Case Study 37.1: Building the ODA Rhetoric Tracker — Design Decisions and Lessons Learned

DataField.Dev

Case Study 37.1: Building the ODA Rhetoric Tracker — Design Decisions and Lessons Learned

Overview

This case study documents the design decisions Sam Harding made in building ODA's populist rhetoric tracker, focusing on the moments where technical choices had analytical and political consequences. It serves as a model for reflective data science practice: understanding not just what to build, but why each design choice matters and what alternatives were considered.

The Origin of the Project

The ODA rhetoric tracker began as an informal project in late 2021. Sam had noticed that media coverage of "populism" was almost entirely based on qualitative assessment — commentators watched a rally, read a transcript, and declared a politician "populist." There was no systematic, replicable method for making those assessments, and no consistent way to track whether rhetoric was changing over time.

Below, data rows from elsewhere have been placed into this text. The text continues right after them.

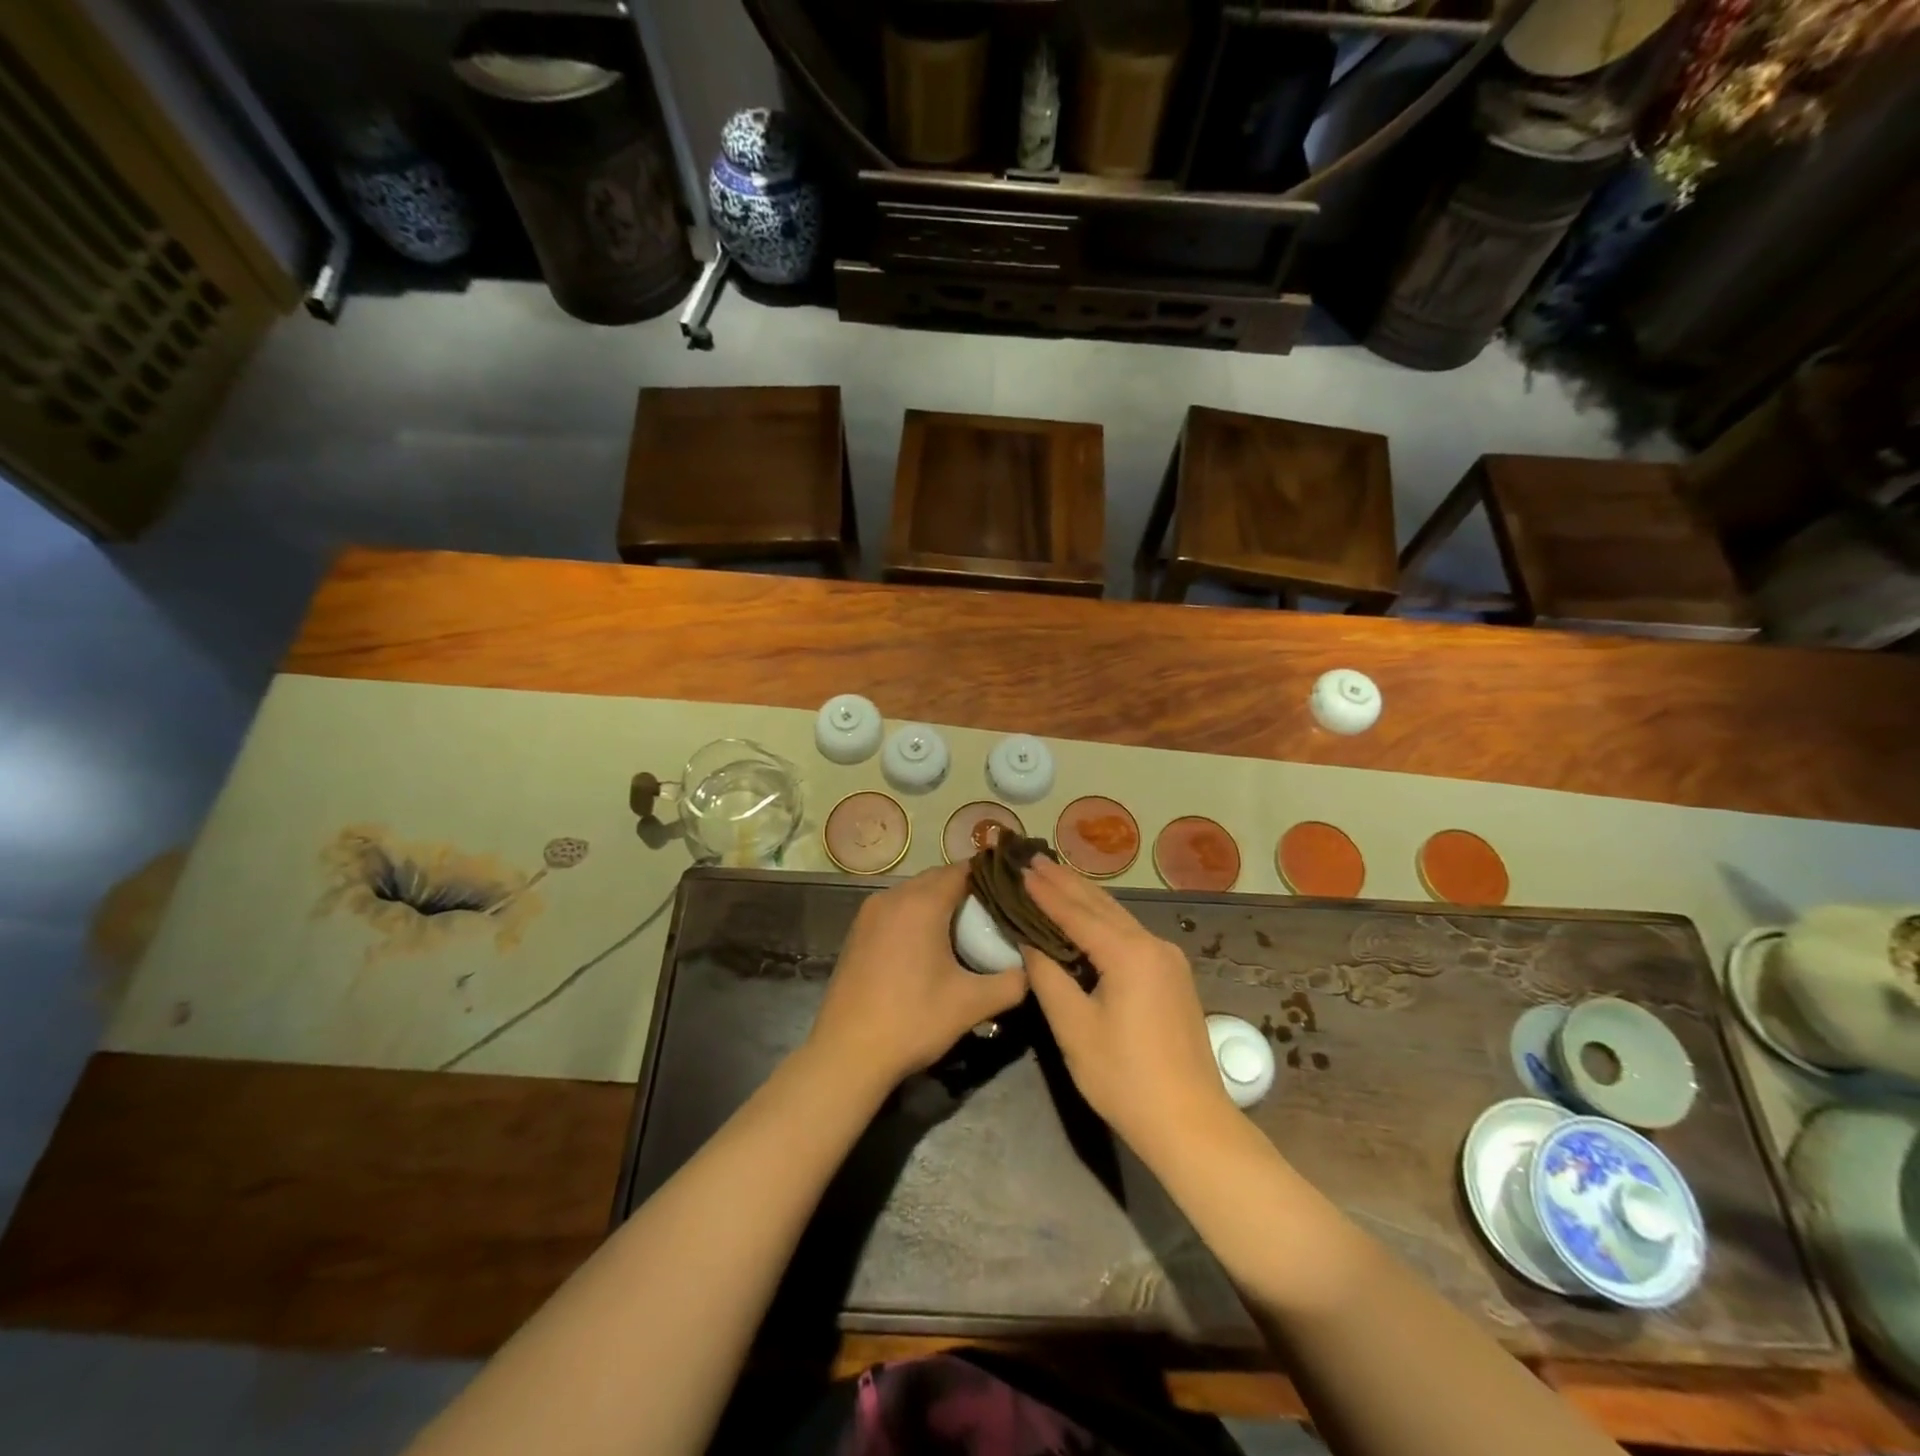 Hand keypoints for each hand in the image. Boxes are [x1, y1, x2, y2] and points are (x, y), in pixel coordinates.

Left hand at [807, 864, 1028, 1088]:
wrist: (847, 1054)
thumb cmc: (913, 1020)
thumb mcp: (972, 1004)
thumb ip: (1012, 982)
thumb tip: (1033, 969)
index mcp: (921, 903)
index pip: (963, 870)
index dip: (990, 877)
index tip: (1013, 892)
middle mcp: (893, 897)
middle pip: (937, 878)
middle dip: (967, 890)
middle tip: (995, 914)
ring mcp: (869, 913)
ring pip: (914, 893)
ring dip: (940, 903)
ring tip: (967, 929)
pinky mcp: (857, 932)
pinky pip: (896, 909)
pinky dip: (916, 916)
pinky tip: (930, 946)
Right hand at [1021, 856, 1234, 1154]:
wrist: (1190, 1123)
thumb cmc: (1124, 1078)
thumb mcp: (1074, 1028)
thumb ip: (1048, 976)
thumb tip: (1028, 941)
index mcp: (1129, 953)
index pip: (1076, 912)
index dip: (1045, 891)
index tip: (1019, 869)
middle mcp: (1153, 945)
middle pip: (1101, 905)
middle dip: (1065, 882)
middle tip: (1033, 859)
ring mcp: (1169, 960)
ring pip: (1119, 917)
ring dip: (1084, 898)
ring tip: (1054, 877)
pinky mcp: (1174, 977)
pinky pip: (1131, 935)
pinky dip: (1103, 920)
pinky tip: (1087, 916) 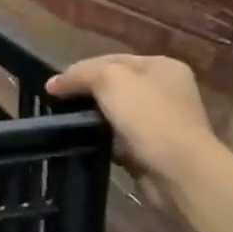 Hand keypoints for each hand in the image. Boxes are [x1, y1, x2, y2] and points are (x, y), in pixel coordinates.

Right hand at [46, 55, 219, 187]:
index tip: (53, 87)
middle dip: (86, 93)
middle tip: (58, 104)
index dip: (80, 70)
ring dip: (93, 117)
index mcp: (162, 66)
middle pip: (114, 85)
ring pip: (115, 112)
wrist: (179, 172)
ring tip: (68, 123)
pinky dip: (104, 138)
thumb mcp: (109, 80)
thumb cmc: (148, 117)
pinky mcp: (154, 148)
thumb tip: (53, 84)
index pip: (111, 59)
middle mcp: (166, 90)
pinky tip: (88, 141)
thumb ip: (80, 74)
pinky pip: (120, 136)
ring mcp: (162, 120) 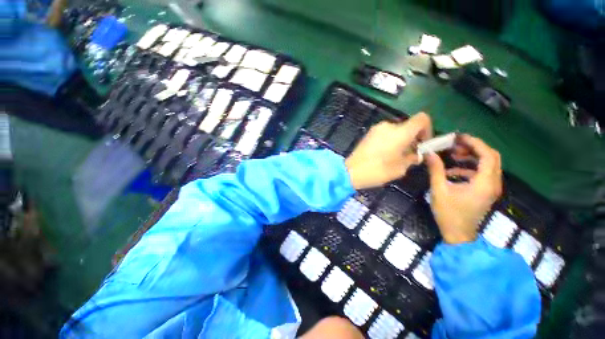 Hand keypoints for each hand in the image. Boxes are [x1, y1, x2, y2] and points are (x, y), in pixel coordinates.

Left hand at [345, 112, 431, 189]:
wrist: (351, 171)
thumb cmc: (377, 170)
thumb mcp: (400, 168)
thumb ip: (412, 158)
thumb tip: (416, 154)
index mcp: (401, 132)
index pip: (422, 118)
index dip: (427, 129)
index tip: (423, 143)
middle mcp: (389, 126)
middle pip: (407, 126)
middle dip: (412, 138)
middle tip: (410, 153)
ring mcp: (376, 129)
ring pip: (395, 130)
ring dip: (400, 140)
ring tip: (396, 155)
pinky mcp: (368, 134)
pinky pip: (384, 133)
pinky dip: (389, 140)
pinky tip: (384, 154)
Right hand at [426, 134, 502, 243]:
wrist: (458, 234)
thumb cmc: (449, 213)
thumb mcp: (439, 190)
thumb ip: (436, 170)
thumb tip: (430, 154)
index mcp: (484, 183)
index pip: (487, 155)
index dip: (474, 143)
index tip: (458, 137)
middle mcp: (493, 183)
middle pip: (491, 157)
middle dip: (474, 147)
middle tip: (455, 144)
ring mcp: (491, 188)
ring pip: (488, 164)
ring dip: (472, 156)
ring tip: (453, 154)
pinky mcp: (486, 191)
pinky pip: (482, 173)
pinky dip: (470, 167)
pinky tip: (453, 171) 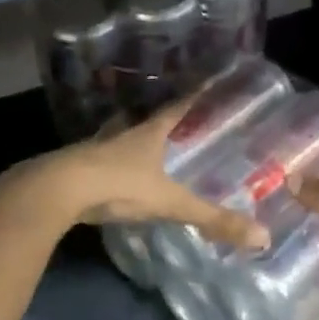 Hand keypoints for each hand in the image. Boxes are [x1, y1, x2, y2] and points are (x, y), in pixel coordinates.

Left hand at [20, 103, 269, 250]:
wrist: (56, 191)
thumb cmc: (118, 185)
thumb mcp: (170, 203)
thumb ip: (211, 218)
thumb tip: (261, 236)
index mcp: (146, 134)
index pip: (175, 109)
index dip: (192, 98)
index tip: (205, 82)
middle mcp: (121, 135)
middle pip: (142, 121)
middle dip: (156, 120)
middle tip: (170, 121)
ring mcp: (94, 149)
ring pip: (115, 138)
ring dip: (126, 138)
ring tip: (137, 144)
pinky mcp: (74, 167)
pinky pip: (96, 160)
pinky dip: (105, 163)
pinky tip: (107, 173) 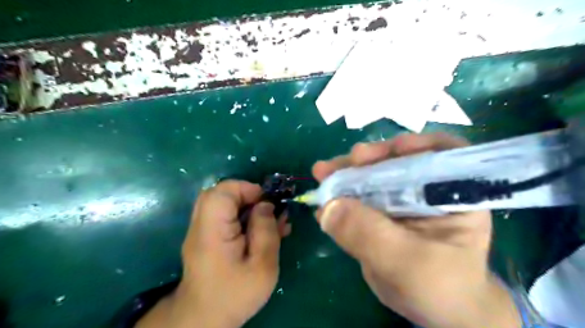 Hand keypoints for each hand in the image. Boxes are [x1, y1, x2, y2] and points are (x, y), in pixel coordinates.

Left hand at [137, 180, 292, 327]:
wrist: (205, 319)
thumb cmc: (235, 295)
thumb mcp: (262, 266)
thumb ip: (266, 231)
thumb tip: (266, 205)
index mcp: (212, 231)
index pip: (222, 192)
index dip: (247, 189)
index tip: (267, 203)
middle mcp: (201, 225)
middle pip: (220, 193)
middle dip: (248, 196)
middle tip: (267, 210)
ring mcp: (201, 230)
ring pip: (222, 203)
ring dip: (246, 205)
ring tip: (268, 220)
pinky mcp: (206, 237)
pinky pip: (223, 215)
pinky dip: (241, 215)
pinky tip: (260, 229)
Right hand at [313, 133, 517, 327]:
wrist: (434, 310)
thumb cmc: (439, 288)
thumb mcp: (407, 264)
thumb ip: (369, 234)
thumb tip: (328, 206)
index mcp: (451, 193)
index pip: (441, 153)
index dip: (415, 144)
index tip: (390, 149)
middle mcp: (426, 189)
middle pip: (396, 160)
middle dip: (366, 159)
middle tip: (337, 164)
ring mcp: (400, 199)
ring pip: (372, 176)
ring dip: (346, 174)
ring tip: (322, 174)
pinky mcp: (380, 211)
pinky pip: (358, 197)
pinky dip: (340, 197)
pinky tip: (322, 203) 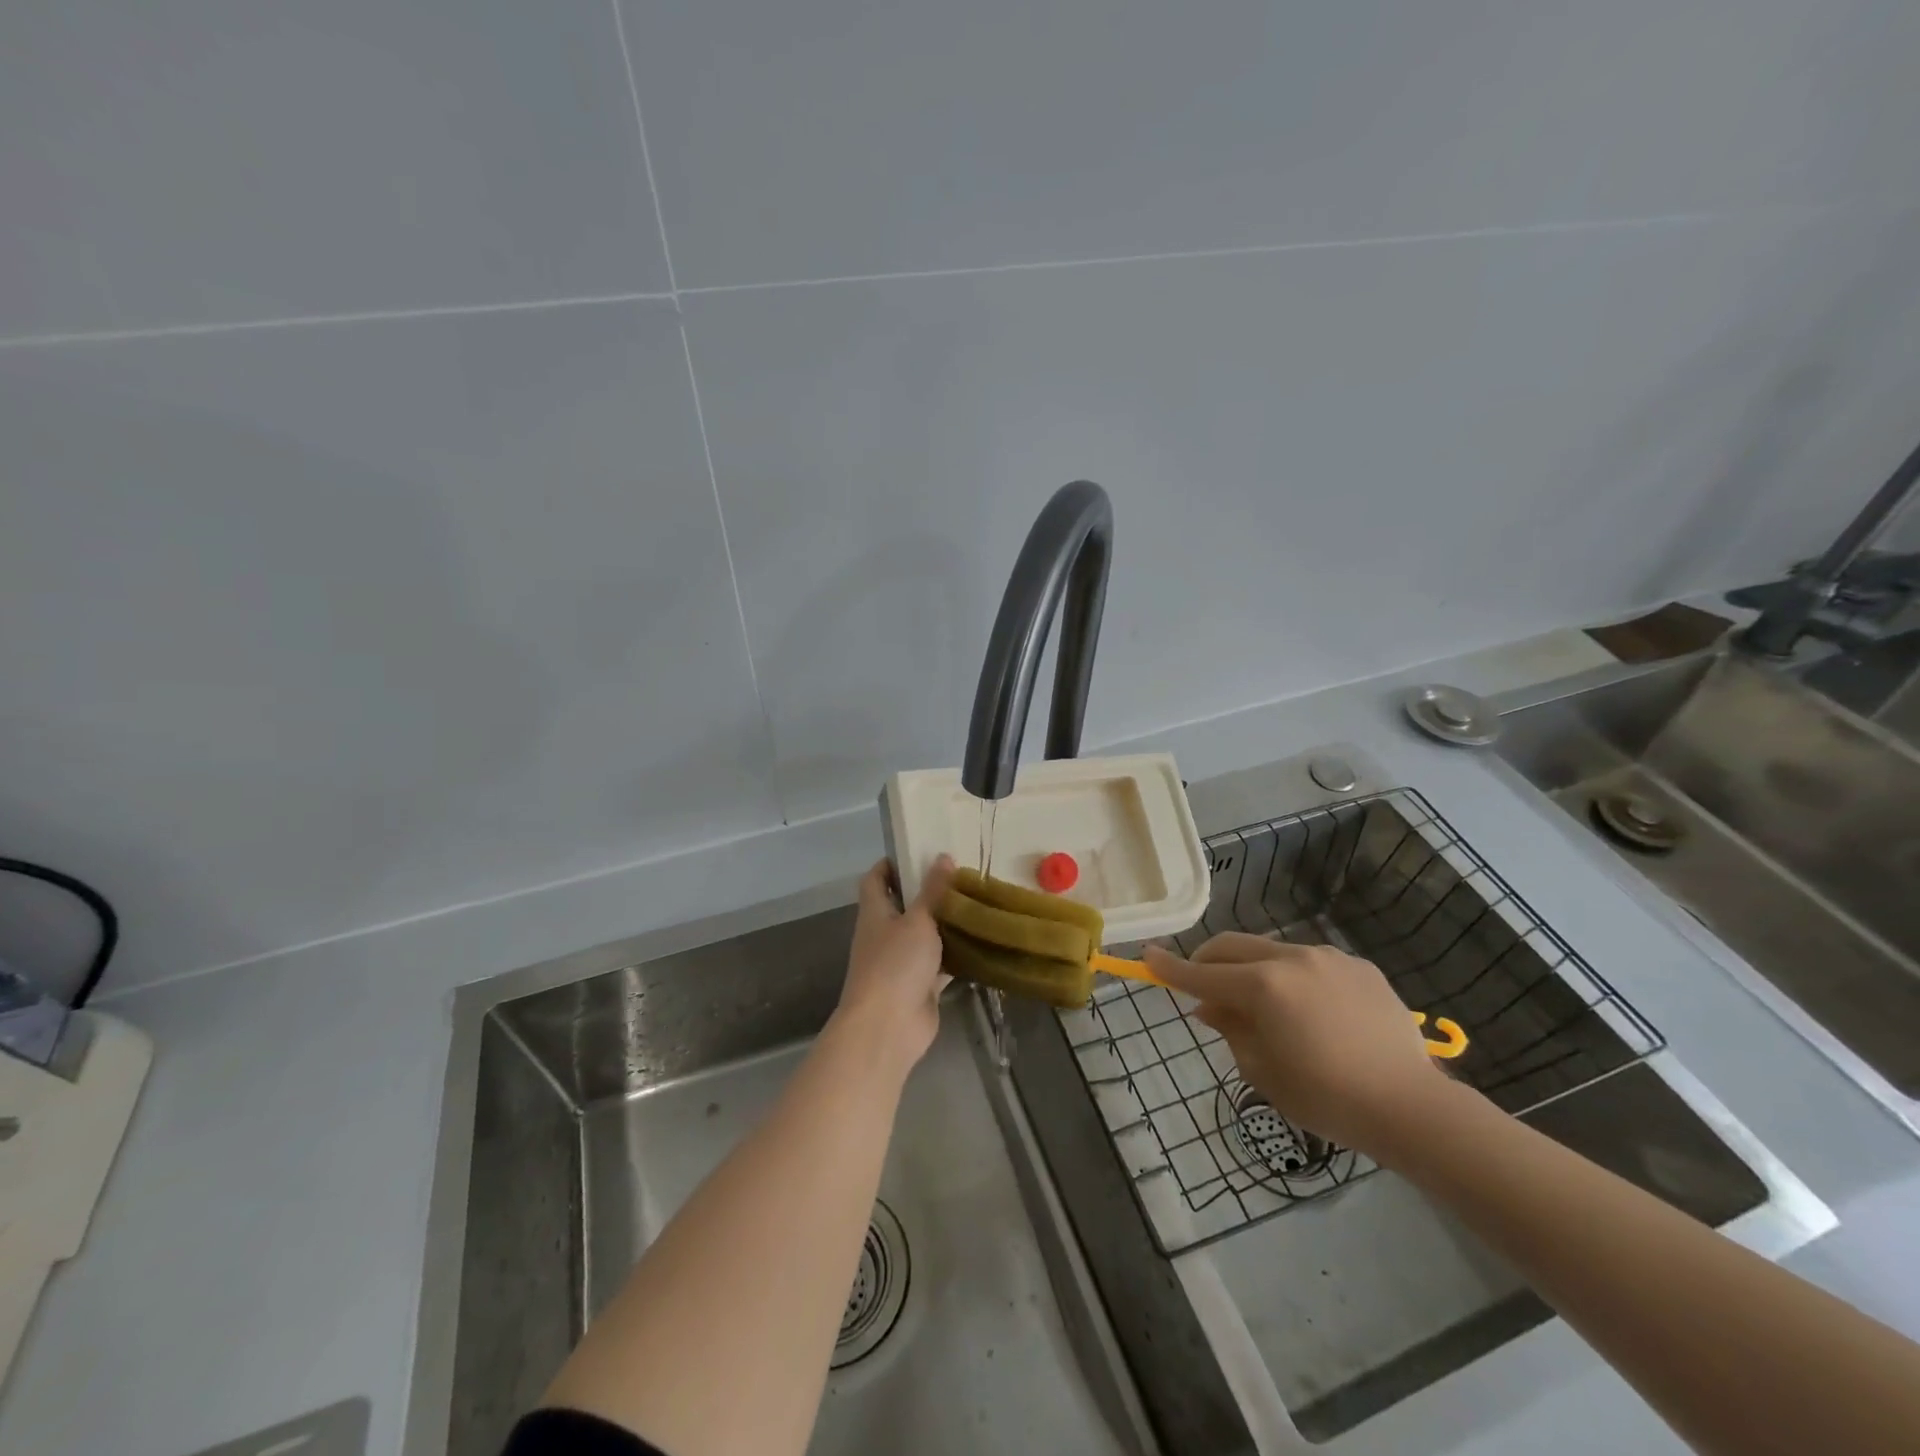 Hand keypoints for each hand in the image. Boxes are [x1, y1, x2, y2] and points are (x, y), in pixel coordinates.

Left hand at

"The problem with pure qualitative assessment isn't that it's wrong," Sam explains. "It's that it's not auditable. When two analysts disagree about whether a speech is populist, there's no way to figure out where the disagreement comes from. Is it the definition of populism? The interpretation of a specific phrase? A difference in baseline expectations for that speaker? A quantitative approach makes the disagreements visible."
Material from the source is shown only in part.